Still, though, especially in a virtualized environment, you want to be able to shut down any server at any time and have the whole service continue to run. Zookeeper provides a service you can use in your application to do distributed configuration, discovery, and locking, but it's primarily aimed at integration in a larger application. Dealing with the Zookeeper API is not the kind of thing you want to get into for a short cronjob or shell script. However, given that we want to use Zookeeper for other aspects of our infrastructure, it would be nice to be able to use it for simple things as well.

To make our own processes more resilient to failure, we wrote get_zk_lock, a small script that is intended to wrap cronjobs. The utility attempts to get a lock from Zookeeper and returns 0 if it succeeds, 1 if it fails. Most models for a zookeeper lock keep the connection to zookeeper open for the duration of the lock; get_zk_lock is more like leader election from that point of view. If many servers (or processes) all attempt to get the lock simultaneously, only one will succeed. Because the lock request is not a persistent processes, the definition of 'simultaneously' must extend beyond the runtime of the request itself; the default for get_zk_lock is ±30 seconds. (This value also means that the lower limit for the frequency of your job is 30s plus your clock drift.) Because the script exits with code 0 if it succeeded in getting the lock, it becomes very easy to wrap your cronjobs by putting get_zk_lock foo && before your protected cronjob.

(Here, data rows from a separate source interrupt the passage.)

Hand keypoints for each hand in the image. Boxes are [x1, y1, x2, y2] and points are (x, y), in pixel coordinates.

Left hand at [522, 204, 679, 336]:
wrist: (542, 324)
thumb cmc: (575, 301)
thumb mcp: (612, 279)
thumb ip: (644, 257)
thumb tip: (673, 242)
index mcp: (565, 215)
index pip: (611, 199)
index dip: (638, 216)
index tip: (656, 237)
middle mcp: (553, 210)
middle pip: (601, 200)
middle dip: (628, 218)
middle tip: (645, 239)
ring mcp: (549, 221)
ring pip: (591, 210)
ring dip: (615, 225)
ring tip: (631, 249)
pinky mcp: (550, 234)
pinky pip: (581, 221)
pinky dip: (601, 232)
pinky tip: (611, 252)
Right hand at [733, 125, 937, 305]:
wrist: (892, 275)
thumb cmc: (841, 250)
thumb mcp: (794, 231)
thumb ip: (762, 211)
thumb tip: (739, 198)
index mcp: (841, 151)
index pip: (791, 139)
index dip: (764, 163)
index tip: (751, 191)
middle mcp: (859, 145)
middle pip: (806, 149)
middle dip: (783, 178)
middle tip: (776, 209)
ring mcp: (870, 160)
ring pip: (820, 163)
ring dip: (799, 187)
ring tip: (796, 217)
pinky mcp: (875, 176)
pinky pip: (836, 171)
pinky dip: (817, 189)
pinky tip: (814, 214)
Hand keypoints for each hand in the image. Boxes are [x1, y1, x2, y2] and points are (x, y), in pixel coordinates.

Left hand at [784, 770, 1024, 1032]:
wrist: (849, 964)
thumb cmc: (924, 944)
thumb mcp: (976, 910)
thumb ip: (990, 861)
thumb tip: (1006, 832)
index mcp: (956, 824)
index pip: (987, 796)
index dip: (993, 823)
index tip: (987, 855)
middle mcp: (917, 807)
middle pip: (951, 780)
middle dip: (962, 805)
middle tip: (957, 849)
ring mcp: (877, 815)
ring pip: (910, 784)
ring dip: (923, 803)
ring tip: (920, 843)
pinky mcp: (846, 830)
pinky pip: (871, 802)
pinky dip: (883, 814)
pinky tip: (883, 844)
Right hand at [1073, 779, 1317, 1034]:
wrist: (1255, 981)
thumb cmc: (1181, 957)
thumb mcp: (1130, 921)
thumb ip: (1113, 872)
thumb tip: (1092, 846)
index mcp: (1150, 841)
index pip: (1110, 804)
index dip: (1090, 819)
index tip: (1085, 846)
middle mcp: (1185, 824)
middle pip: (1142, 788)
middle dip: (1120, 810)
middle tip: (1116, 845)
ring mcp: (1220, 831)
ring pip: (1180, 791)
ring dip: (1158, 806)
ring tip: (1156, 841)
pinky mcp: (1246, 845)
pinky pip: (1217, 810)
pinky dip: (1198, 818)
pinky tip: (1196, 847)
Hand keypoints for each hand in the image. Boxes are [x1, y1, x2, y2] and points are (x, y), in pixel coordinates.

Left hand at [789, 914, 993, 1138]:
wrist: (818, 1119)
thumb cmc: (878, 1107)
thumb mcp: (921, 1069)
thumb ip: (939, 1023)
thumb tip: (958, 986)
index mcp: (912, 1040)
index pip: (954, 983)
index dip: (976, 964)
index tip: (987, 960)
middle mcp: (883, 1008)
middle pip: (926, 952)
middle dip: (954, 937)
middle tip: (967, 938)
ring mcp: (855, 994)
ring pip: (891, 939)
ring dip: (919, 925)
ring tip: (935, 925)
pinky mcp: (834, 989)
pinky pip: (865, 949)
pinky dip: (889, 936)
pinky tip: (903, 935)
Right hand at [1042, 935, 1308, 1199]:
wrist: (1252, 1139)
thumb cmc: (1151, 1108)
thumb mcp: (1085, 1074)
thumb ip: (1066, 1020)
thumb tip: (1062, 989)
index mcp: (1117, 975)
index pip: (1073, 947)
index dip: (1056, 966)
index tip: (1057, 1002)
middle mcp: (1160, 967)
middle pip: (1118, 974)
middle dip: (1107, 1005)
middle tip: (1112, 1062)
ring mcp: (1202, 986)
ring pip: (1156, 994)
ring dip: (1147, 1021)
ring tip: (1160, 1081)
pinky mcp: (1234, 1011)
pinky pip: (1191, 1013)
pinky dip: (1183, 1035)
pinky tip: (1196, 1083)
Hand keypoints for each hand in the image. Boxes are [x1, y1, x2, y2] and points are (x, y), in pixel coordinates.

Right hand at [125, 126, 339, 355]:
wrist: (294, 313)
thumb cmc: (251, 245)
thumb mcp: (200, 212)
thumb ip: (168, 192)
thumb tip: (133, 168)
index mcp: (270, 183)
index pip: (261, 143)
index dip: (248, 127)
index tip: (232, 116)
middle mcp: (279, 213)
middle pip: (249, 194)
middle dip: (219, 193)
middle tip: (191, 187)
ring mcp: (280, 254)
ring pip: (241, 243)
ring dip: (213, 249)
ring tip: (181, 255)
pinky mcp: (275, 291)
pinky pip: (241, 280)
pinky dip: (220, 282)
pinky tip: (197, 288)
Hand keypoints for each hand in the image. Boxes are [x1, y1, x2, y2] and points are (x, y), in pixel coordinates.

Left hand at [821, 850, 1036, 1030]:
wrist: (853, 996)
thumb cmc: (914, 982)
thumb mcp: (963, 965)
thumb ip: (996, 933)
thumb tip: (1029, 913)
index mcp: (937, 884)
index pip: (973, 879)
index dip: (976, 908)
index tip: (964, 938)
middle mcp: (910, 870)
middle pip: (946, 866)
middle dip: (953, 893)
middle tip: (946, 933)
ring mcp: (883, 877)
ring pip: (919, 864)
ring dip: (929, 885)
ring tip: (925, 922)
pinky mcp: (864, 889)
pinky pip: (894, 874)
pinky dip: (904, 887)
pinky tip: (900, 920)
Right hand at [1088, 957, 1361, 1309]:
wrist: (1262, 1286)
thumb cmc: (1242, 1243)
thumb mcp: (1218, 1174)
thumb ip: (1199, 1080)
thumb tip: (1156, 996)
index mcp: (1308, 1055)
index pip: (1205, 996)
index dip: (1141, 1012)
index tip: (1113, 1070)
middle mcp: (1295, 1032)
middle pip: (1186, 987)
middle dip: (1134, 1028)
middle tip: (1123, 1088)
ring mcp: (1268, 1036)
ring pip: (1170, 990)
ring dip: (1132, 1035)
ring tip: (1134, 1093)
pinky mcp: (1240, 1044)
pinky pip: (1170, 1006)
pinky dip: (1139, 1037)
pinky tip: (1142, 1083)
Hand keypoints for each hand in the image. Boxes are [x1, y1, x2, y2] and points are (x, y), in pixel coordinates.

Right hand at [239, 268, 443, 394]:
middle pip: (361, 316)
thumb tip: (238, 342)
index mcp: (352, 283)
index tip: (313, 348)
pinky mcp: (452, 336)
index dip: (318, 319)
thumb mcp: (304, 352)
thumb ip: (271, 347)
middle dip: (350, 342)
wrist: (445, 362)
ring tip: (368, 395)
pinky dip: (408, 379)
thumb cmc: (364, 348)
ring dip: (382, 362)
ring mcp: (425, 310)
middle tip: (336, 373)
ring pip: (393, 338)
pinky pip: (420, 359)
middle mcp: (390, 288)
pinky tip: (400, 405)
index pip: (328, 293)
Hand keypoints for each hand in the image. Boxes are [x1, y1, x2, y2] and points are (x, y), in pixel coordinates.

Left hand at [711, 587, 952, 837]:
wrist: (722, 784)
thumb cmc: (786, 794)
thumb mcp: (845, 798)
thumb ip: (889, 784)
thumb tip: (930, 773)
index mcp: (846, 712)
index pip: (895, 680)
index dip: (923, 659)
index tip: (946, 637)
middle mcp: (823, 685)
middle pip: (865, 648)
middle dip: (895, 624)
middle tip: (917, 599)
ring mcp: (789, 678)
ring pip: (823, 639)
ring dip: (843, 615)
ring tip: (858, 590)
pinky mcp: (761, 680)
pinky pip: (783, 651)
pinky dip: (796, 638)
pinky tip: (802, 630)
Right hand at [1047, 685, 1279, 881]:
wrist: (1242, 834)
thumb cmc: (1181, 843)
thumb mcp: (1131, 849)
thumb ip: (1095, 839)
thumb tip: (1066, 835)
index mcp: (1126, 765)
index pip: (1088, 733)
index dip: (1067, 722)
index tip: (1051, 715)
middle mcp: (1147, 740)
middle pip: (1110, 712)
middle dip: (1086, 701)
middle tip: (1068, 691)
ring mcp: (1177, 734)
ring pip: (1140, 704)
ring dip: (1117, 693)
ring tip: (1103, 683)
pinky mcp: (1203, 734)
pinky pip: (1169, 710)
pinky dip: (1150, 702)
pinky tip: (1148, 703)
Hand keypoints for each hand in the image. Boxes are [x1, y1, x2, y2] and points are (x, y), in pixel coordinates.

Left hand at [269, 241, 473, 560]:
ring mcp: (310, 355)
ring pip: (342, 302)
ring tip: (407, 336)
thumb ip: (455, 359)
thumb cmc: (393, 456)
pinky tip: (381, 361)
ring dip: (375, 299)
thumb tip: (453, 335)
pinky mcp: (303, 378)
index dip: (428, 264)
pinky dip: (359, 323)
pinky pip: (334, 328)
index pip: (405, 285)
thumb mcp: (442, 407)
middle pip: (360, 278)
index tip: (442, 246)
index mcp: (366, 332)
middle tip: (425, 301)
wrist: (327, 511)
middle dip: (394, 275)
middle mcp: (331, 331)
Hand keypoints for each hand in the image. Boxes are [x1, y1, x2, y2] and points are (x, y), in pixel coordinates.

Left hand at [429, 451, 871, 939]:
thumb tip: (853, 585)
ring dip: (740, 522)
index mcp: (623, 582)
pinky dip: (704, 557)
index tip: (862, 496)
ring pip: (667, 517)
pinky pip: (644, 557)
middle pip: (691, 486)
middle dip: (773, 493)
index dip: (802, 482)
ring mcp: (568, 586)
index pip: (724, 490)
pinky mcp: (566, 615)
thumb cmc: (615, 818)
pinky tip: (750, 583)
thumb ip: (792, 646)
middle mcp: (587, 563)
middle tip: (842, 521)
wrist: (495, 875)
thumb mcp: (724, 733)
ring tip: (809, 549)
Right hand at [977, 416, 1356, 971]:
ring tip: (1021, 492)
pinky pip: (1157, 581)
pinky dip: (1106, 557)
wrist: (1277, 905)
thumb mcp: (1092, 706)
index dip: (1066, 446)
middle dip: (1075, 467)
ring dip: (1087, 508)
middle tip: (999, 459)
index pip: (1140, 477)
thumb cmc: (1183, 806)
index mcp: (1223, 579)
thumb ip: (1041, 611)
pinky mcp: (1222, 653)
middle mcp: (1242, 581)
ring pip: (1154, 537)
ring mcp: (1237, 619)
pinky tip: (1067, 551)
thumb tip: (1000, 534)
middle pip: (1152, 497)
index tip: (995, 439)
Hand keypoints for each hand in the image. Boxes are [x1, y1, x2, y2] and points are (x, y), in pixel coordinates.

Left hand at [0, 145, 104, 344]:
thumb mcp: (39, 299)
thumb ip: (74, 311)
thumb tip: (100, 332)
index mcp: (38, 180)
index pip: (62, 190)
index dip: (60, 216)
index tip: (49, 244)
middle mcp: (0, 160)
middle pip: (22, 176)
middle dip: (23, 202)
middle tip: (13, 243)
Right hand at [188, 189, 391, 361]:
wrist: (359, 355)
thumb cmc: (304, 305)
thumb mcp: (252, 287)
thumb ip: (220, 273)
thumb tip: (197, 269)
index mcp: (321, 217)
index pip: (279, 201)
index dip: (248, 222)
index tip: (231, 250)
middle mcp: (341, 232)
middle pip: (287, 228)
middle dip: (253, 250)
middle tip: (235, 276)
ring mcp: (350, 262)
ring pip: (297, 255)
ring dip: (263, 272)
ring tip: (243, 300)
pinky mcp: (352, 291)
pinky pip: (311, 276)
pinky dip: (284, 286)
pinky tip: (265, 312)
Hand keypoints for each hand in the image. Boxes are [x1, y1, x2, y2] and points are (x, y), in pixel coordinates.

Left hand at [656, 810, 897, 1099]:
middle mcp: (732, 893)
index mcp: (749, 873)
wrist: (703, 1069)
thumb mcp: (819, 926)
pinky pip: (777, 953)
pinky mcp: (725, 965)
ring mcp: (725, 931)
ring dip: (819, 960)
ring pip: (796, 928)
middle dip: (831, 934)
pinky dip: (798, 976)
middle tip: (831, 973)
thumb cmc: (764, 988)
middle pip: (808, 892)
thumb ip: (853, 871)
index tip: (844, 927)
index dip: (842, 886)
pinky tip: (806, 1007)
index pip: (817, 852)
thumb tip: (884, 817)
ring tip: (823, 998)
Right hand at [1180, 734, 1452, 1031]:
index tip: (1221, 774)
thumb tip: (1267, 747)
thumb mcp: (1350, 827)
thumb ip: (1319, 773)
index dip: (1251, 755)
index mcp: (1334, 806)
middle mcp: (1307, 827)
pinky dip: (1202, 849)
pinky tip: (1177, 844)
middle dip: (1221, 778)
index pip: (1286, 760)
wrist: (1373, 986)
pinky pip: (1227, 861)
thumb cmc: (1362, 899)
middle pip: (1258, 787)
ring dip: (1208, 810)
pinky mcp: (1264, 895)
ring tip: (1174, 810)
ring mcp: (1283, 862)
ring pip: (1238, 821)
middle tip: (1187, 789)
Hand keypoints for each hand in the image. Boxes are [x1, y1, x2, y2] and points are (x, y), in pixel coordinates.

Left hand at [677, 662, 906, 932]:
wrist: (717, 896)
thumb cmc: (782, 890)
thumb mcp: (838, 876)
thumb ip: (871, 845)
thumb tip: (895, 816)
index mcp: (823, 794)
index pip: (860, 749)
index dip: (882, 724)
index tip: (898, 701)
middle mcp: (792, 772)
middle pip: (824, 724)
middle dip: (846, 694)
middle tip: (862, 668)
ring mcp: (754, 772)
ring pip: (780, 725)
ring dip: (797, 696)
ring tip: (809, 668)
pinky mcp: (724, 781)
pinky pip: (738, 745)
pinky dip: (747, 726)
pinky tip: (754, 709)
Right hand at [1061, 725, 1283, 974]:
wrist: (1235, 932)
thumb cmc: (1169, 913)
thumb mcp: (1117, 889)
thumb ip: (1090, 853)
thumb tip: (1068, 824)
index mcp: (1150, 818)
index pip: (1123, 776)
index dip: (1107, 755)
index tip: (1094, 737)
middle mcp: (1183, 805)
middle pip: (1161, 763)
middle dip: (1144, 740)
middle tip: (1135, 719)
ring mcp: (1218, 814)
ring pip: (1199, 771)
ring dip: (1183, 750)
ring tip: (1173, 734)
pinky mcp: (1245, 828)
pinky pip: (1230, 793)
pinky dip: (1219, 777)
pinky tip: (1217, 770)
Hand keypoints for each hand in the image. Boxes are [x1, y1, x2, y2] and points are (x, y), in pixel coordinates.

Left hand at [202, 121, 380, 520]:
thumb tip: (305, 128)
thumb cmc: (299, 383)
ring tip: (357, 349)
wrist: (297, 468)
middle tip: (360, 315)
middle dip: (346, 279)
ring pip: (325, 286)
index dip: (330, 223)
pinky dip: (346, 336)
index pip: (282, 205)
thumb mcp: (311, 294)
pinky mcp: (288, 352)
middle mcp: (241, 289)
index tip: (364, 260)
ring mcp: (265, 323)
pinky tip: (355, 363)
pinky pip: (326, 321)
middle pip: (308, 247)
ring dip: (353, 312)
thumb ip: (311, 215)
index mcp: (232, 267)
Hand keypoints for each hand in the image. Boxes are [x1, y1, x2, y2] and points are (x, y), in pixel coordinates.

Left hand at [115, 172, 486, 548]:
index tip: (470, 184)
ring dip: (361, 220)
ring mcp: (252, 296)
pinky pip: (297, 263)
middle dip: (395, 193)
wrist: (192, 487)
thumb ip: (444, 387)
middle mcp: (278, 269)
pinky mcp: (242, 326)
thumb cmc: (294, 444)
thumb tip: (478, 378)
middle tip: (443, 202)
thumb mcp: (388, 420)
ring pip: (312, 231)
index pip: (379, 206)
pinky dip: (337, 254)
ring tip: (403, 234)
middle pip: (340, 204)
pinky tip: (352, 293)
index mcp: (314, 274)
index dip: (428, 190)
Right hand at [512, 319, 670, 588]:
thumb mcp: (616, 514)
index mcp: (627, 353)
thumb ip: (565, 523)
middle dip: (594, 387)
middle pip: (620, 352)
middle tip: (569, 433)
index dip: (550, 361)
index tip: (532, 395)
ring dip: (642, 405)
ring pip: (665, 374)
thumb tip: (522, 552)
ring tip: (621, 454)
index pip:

ben@localhost:~$ get_zk_lock foo && echo "I got the lock"
I got the lock
ben@localhost:~$ dsh -g testcluster -c -M "/usr/local/bin/get_zk_lock bar && echo 'I got the lock'"
test16: I got the lock
ben@localhost:~$ dsh -g testcluster -c -M "/usr/local/bin/get_zk_lock bar && echo 'I got the lock'"
test9: I got the lock

Our first use case for this script was to eliminate the need to identify a single node that would perform Zookeeper backups. All of the Zookeeper servers in our cluster run an hourly job that cleans up old snapshots and transaction log files; one of them succeeds in getting the lock to tar up those files and store them on S3 as backups. With this in place, every Zookeeper node really is disposable; if one dies a different one will pick up the backups next time. Using this in the middle of a larger script is pretty simple:

# do stuff that happens everywhere
if /usr/local/bin/get_zk_lock zookeeper-backup
  # do stuff that happens only once

As with any distributed environment, you do have to keep your clocks synchronized for this approach to work.  The frequency of the job minus the adjustable 'locktime' threshold for get_zk_lock is the allowed variability of your clocks; with a default of 30 and a cronjob running every minute it means that across your cluster, your clocks must be no more than 30 seconds apart (though in reality, 30s is a HUGE variance). Changing the threshold allows you to whether it's more important that the job always runs (and sometimes twice) or if it's better to run only once or not at all. With a locktime of 50, if clocks drift by more than 10s, it will appear as though the lock is always taken and your job will never run. (Conversely, with a locktime of 10 and a drift of >10s, two hosts will both get a lock, running your job twice.)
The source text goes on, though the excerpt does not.